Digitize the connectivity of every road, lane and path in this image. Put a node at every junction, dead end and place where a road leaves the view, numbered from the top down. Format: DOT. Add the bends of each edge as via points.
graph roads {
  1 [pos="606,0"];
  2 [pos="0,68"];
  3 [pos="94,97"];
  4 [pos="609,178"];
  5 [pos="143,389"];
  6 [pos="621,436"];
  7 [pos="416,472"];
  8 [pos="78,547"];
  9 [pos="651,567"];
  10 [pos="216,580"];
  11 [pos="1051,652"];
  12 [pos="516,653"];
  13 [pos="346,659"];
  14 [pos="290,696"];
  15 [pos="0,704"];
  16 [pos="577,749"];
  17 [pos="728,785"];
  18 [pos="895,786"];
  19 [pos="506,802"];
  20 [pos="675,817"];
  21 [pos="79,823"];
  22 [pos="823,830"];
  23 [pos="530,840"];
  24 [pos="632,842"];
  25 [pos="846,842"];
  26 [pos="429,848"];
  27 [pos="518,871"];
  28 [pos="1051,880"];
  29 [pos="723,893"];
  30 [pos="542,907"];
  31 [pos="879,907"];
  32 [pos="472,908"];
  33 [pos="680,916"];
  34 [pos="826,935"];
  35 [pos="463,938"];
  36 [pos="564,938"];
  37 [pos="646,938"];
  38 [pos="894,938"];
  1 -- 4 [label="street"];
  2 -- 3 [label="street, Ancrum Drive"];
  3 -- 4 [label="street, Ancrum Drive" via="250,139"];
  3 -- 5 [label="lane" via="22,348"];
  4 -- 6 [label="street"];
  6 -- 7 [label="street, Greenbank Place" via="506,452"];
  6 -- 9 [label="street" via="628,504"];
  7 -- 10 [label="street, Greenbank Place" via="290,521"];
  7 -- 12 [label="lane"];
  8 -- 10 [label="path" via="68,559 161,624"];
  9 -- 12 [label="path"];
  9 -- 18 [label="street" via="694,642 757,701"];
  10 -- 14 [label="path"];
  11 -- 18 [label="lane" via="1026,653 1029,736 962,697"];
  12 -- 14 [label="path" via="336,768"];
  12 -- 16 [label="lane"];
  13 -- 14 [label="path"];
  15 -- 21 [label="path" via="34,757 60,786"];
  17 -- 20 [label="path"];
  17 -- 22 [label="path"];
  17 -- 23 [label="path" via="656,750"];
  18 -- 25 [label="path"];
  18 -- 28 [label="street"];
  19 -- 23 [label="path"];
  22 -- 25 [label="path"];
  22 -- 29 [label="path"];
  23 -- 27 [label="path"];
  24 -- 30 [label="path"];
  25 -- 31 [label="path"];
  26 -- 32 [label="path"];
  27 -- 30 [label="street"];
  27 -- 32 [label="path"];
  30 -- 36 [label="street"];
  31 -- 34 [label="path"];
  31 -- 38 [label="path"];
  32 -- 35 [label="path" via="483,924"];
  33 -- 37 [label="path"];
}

### INSTRUCTIONS TO FOLLOW
Extract all of the data shown above and repeat it verbatim.

### SOLUTION FOR THIS PROBLEM
Digitize the connectivity of every road, lane and path in this image. Put a node at every junction, dead end and place where a road leaves the view, numbered from the top down. Format: DOT. Add the bends of each edge as via points.
graph roads {
  1 [pos="606,0"];
  2 [pos="0,68"];
  3 [pos="94,97"];
  4 [pos="609,178"];
  5 [pos="143,389"];
  6 [pos="621,436"];
  7 [pos="416,472"];
  8 [pos="78,547"];
  9 [pos="651,567"];
  10 [pos="216,580"];
  11 [pos="1051,652"];
  12 [pos="516,653"];
  13 [pos="346,659"];
  14 [pos="290,696"];
  15 [pos="0,704"];
  16 [pos="577,749"];
  17 [pos="728,785"];
  18 [pos="895,786"];
  19 [pos="506,802"];
  20 [pos="675,817"];
  21 [pos="79,823"];
  22 [pos="823,830"];
  23 [pos="530,840"];
  24 [pos="632,842"];
  25 [pos="846,842"];
  26 [pos="429,848"];
  27 [pos="518,871"];
  28 [pos="1051,880"];
  29 [pos="723,893"];
  30 [pos="542,907"];
  31 [pos="879,907"];
  32 [pos="472,908"];
  33 [pos="680,916"];
  34 [pos="826,935"];
  35 [pos="463,938"];
  36 [pos="564,938"];
  37 [pos="646,938"];
  38 [pos="894,938"];
  1 -- 4 [label="street"];
  2 -- 3 [label="street, Ancrum Drive"];
  3 -- 4 [label="street, Ancrum Drive" via="250,139"];
  3 -- 5 [label="lane" via="22,348"];
  4 -- 6 [label="street"];
  6 -- 7 [label="street, Greenbank Place" via="506,452"];
  6 -- 9 [label="street" via="628,504"];
  7 -- 10 [label="street, Greenbank Place" via="290,521"];
  7 -- 12 [label="lane"];
  8 -- 10 [label="path" via="68,559 161,624"];
  9 -- 12 [label="path"];
  9 -- 18 [label="street" via="694,642 757,701"];
  10 -- 14 [label="path"];
  11 -- 18 [label="lane" via="1026,653 1029,736 962,697"];
  12 -- 14 [label="path" via="336,768"];
  12 -- 16 [label="lane"];
  13 -- 14 [label="path"];
  15 -- 21 [label="path" via="34,757 60,786"];
  17 -- 20 [label="path"];
  17 -- 22 [label="path"];
  17 -- 23 [label="path" via="656,750"];
  18 -- 25 [label="path"];
  18 -- 28 [label="street"];
  19 -- 23 [label="path"];
  22 -- 25 [label="path"];
  22 -- 29 [label="path"];
  23 -- 27 [label="path"];
  24 -- 30 [label="path"];
  25 -- 31 [label="path"];
  26 -- 32 [label="path"];
  27 -- 30 [label="street"];
  27 -- 32 [label="path"];
  30 -- 36 [label="street"];
  31 -- 34 [label="path"];
  31 -- 38 [label="path"];
  32 -- 35 [label="path" via="483,924"];
  33 -- 37 [label="path"];
}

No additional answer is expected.